The task: Every record must be copied exactly, except that pictures are dropped.

━━━━━━━━

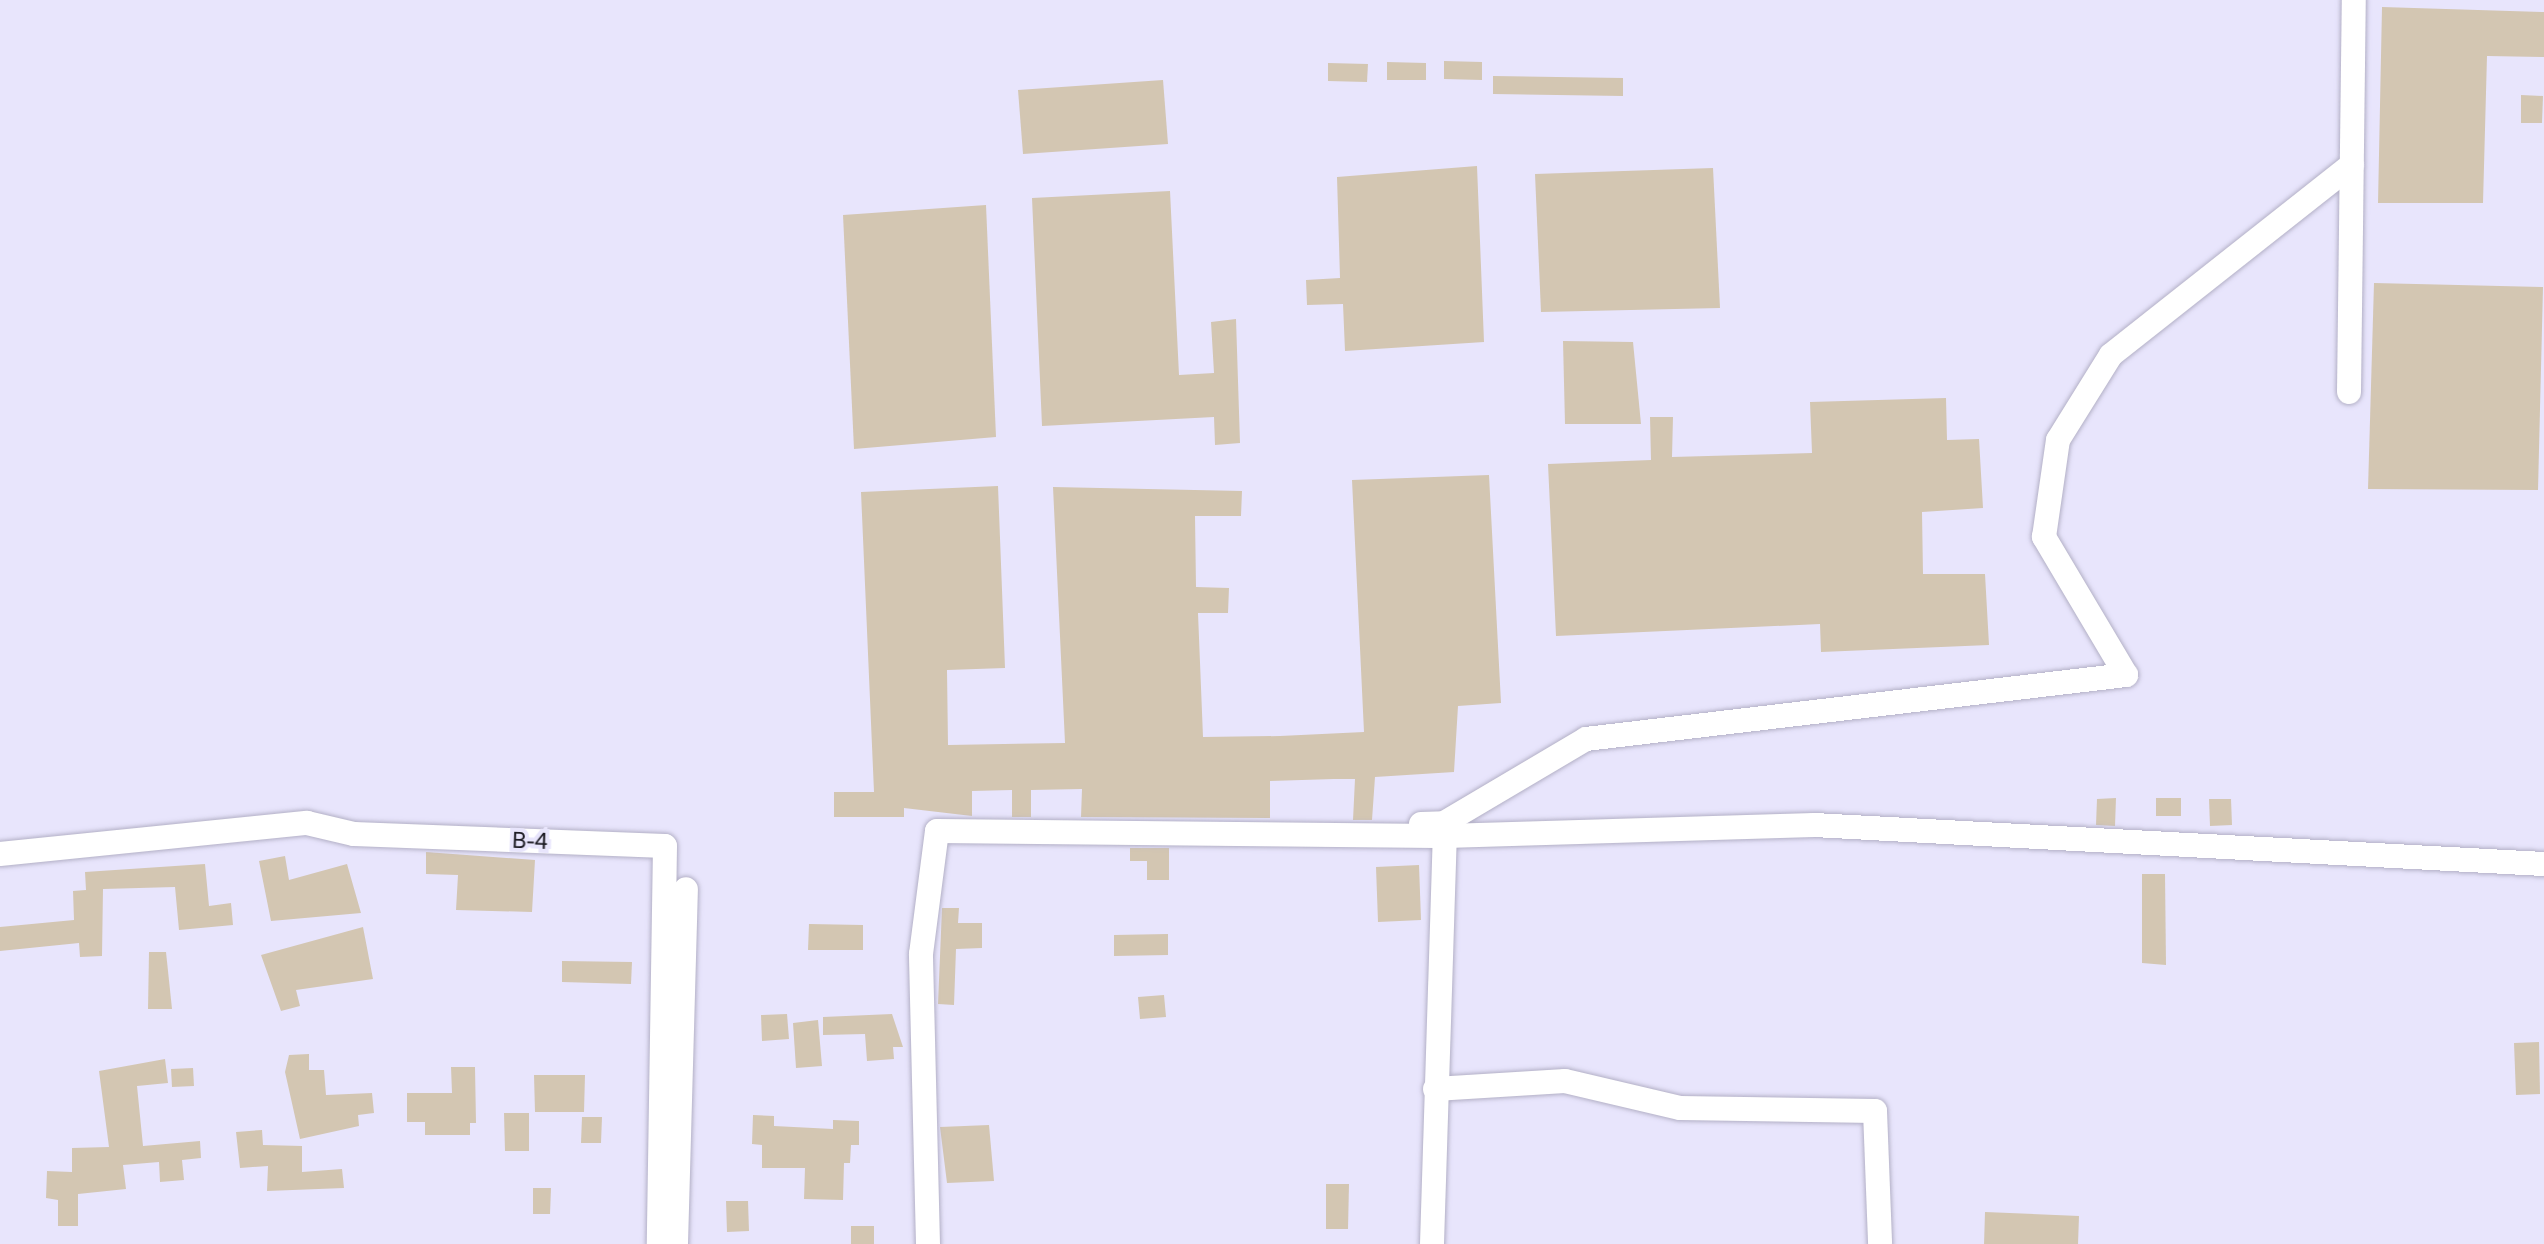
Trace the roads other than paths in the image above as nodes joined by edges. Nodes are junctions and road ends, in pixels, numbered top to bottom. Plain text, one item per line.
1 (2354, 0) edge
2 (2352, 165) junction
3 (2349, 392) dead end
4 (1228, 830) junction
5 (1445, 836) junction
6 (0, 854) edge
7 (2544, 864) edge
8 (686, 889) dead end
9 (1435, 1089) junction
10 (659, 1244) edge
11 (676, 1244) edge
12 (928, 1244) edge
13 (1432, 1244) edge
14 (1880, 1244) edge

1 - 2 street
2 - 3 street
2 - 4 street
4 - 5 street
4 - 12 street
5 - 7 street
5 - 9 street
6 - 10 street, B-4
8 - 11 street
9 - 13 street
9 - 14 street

━━━━━━━━

Result of the task:
Trace the roads other than paths in the image above as nodes joined by edges. Nodes are junctions and road ends, in pixels, numbered top to bottom. Plain text, one item per line.
1 (2354, 0) edge
2 (2352, 165) junction
3 (2349, 392) dead end
4 (1228, 830) junction
5 (1445, 836) junction
6 (0, 854) edge
7 (2544, 864) edge
8 (686, 889) dead end
9 (1435, 1089) junction
10 (659, 1244) edge
11 (676, 1244) edge
12 (928, 1244) edge
13 (1432, 1244) edge
14 (1880, 1244) edge

1 - 2 street
2 - 3 street
2 - 4 street
4 - 5 street
4 - 12 street
5 - 7 street
5 - 9 street
6 - 10 street, B-4
8 - 11 street
9 - 13 street
9 - 14 street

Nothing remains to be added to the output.